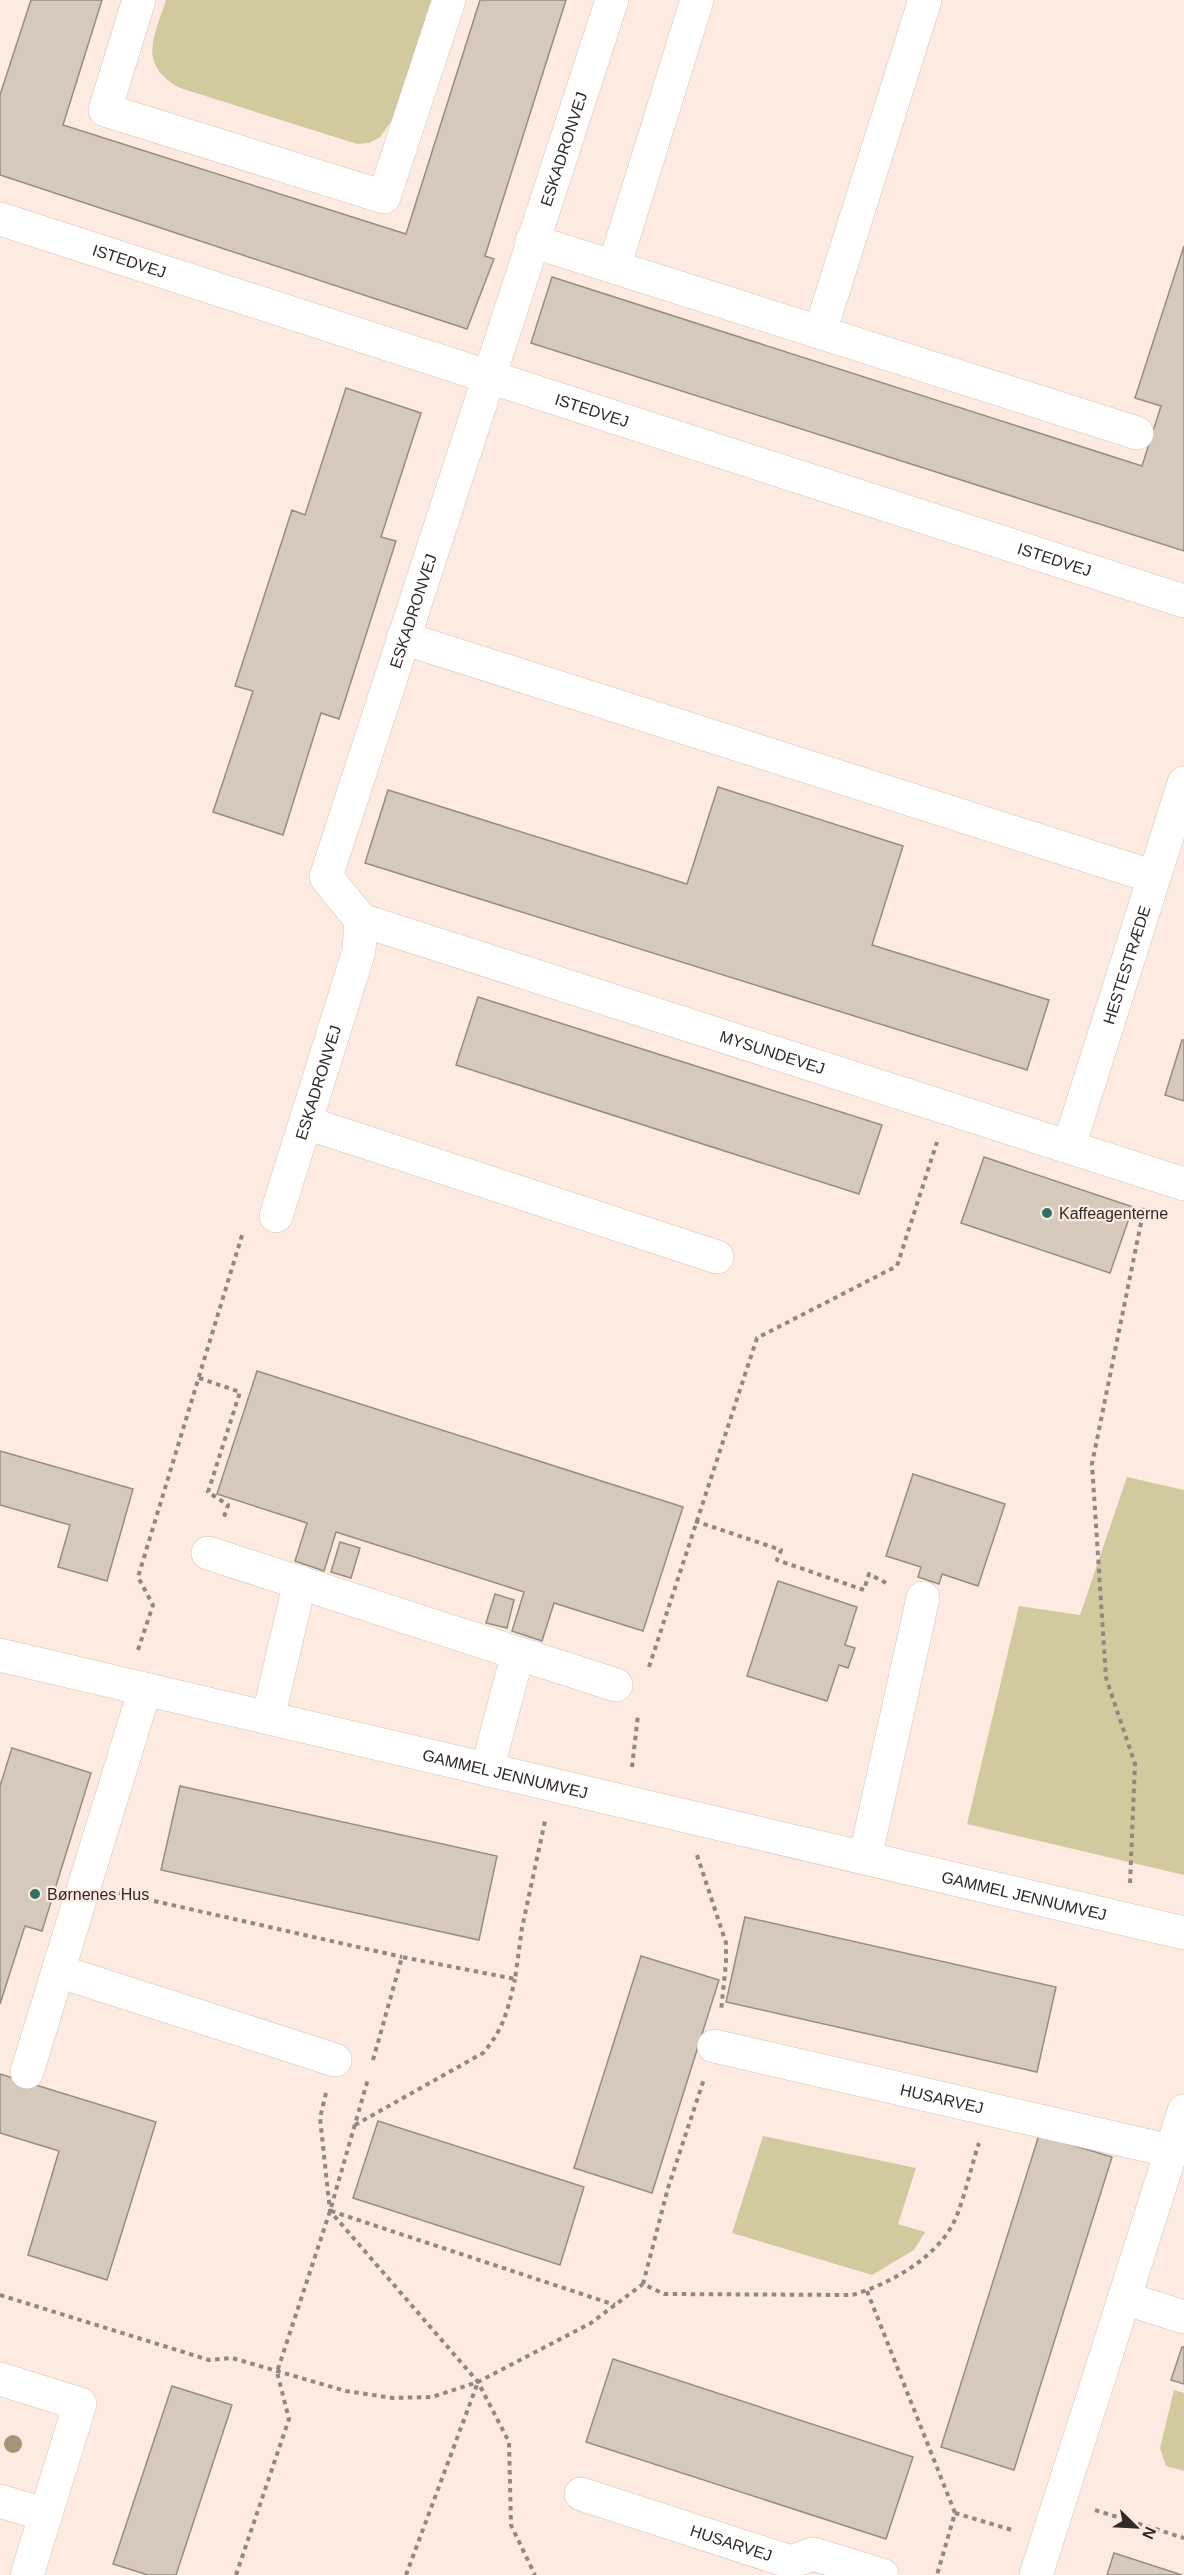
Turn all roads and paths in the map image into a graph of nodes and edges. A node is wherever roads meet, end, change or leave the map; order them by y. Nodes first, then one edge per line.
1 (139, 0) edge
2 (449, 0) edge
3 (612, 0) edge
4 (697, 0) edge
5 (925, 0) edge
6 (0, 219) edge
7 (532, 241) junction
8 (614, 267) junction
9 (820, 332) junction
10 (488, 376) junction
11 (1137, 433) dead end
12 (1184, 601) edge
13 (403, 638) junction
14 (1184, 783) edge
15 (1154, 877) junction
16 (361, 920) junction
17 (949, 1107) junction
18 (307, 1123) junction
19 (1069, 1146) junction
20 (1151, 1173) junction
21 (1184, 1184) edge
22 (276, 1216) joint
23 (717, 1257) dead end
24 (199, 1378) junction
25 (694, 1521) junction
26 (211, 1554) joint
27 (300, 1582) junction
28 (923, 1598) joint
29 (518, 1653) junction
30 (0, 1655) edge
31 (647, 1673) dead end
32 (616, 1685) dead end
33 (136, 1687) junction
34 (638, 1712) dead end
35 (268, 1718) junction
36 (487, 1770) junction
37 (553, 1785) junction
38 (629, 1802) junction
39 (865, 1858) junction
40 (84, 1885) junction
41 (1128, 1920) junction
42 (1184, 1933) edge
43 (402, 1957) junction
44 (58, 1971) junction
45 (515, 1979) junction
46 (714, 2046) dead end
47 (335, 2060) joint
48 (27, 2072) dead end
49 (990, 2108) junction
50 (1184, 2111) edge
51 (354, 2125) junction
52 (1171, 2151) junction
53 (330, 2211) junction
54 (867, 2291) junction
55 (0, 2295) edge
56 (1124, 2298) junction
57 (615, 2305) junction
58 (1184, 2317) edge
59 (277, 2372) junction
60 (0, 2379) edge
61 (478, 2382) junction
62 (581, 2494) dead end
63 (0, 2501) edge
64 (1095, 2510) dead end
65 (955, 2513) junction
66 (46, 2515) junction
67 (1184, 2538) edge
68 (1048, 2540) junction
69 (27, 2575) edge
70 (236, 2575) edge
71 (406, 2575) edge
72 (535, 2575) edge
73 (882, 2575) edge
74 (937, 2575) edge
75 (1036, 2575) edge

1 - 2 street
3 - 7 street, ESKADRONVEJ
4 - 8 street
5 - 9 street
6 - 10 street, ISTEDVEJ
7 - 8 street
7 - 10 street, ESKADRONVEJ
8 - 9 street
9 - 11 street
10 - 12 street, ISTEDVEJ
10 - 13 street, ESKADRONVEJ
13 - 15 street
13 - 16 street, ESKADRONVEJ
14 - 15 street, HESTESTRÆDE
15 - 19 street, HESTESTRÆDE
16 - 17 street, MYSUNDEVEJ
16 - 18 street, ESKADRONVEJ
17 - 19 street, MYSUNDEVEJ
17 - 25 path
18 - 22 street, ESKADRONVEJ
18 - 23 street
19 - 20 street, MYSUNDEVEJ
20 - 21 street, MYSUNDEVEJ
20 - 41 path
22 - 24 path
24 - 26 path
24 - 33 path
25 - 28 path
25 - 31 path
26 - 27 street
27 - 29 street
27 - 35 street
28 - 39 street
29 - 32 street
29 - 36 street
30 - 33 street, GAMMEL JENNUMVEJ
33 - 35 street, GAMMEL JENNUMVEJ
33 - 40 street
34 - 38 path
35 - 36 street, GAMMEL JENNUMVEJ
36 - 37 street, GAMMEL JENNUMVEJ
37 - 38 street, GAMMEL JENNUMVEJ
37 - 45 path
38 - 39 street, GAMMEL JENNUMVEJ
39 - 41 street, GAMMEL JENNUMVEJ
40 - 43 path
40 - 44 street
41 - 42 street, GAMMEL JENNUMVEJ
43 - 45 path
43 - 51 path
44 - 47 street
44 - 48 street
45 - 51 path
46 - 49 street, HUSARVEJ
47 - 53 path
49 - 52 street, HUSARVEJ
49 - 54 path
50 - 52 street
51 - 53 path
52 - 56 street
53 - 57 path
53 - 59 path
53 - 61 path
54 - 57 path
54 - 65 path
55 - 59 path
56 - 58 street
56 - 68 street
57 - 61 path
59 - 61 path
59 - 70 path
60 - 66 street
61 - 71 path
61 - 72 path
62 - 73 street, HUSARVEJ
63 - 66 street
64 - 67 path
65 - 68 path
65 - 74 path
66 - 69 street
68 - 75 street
——
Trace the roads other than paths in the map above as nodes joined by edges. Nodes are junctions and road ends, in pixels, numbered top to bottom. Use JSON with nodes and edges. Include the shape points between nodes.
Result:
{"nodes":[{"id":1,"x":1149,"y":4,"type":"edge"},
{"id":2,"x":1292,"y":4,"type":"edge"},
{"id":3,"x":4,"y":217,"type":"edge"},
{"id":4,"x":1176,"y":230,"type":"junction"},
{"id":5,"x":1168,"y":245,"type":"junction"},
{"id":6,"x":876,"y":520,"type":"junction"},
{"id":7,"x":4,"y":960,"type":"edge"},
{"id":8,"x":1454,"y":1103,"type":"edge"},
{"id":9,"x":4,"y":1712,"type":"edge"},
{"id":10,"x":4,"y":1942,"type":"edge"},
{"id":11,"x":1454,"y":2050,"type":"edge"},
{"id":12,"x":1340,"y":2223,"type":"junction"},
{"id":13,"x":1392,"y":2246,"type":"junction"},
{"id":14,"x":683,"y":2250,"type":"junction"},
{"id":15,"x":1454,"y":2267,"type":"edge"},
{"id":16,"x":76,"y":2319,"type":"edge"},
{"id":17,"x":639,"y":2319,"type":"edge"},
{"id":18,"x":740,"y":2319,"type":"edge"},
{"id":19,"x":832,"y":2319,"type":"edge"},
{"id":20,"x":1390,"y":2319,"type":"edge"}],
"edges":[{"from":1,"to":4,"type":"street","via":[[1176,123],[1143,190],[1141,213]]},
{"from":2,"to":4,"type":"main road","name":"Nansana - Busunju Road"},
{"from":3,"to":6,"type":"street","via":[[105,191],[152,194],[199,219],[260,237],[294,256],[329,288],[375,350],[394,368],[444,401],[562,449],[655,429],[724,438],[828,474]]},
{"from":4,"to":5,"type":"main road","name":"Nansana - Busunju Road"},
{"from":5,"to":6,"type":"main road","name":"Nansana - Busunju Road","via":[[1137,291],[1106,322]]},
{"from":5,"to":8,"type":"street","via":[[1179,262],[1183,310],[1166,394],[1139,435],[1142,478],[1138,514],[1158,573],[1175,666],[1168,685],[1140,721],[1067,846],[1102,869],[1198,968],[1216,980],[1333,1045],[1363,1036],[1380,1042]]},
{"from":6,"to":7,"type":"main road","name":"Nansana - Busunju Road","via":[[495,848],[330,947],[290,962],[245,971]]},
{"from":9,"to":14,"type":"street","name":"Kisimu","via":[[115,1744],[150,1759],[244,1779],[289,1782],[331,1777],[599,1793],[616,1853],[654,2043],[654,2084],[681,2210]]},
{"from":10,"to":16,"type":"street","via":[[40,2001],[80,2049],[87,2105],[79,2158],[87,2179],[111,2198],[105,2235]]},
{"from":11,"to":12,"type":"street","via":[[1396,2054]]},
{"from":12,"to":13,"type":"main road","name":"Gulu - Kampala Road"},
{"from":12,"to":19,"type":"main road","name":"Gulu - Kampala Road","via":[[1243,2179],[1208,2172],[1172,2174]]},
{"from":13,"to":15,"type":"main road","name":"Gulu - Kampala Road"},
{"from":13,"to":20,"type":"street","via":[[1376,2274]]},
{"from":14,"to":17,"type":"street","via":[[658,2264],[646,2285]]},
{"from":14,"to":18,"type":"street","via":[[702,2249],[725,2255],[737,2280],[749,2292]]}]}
——
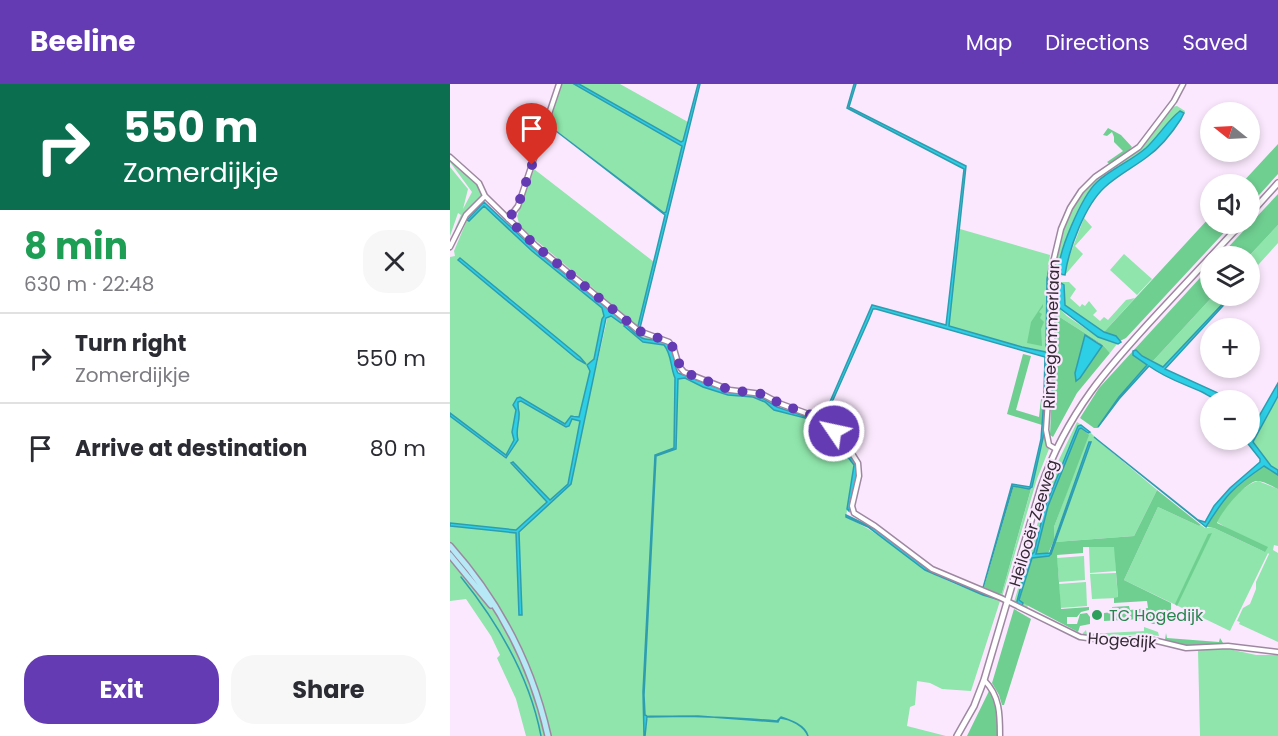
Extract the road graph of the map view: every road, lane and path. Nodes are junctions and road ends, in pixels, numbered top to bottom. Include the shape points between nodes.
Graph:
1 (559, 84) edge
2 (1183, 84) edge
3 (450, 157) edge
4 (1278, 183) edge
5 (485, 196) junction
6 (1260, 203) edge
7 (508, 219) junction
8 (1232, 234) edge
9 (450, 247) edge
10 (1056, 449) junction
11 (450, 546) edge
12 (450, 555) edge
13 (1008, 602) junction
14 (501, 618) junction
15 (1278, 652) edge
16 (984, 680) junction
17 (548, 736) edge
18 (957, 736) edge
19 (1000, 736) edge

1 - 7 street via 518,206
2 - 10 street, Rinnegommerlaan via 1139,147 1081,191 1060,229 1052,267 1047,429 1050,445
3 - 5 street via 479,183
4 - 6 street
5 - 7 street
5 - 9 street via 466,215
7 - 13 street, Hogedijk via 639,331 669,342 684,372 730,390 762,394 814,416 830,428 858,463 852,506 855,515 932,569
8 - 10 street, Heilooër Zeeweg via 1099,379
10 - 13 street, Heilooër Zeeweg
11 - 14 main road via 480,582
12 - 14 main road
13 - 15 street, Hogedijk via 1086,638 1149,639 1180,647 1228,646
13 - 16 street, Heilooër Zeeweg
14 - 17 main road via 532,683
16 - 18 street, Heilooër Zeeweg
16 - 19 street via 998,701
——
Activity:
If a line in the listing holds the word "bottom", copy it out.

Answer to this problem:
Trace the roads other than paths in the map above as nodes joined by edges. Nodes are junctions and road ends, in pixels, numbered top to bottom. Use JSON with nodes and edges. Include the shape points between nodes.
Extract the road graph of the map view: every road, lane and path. Nodes are junctions and road ends, in pixels, numbered top to bottom. Include the shape points between nodes.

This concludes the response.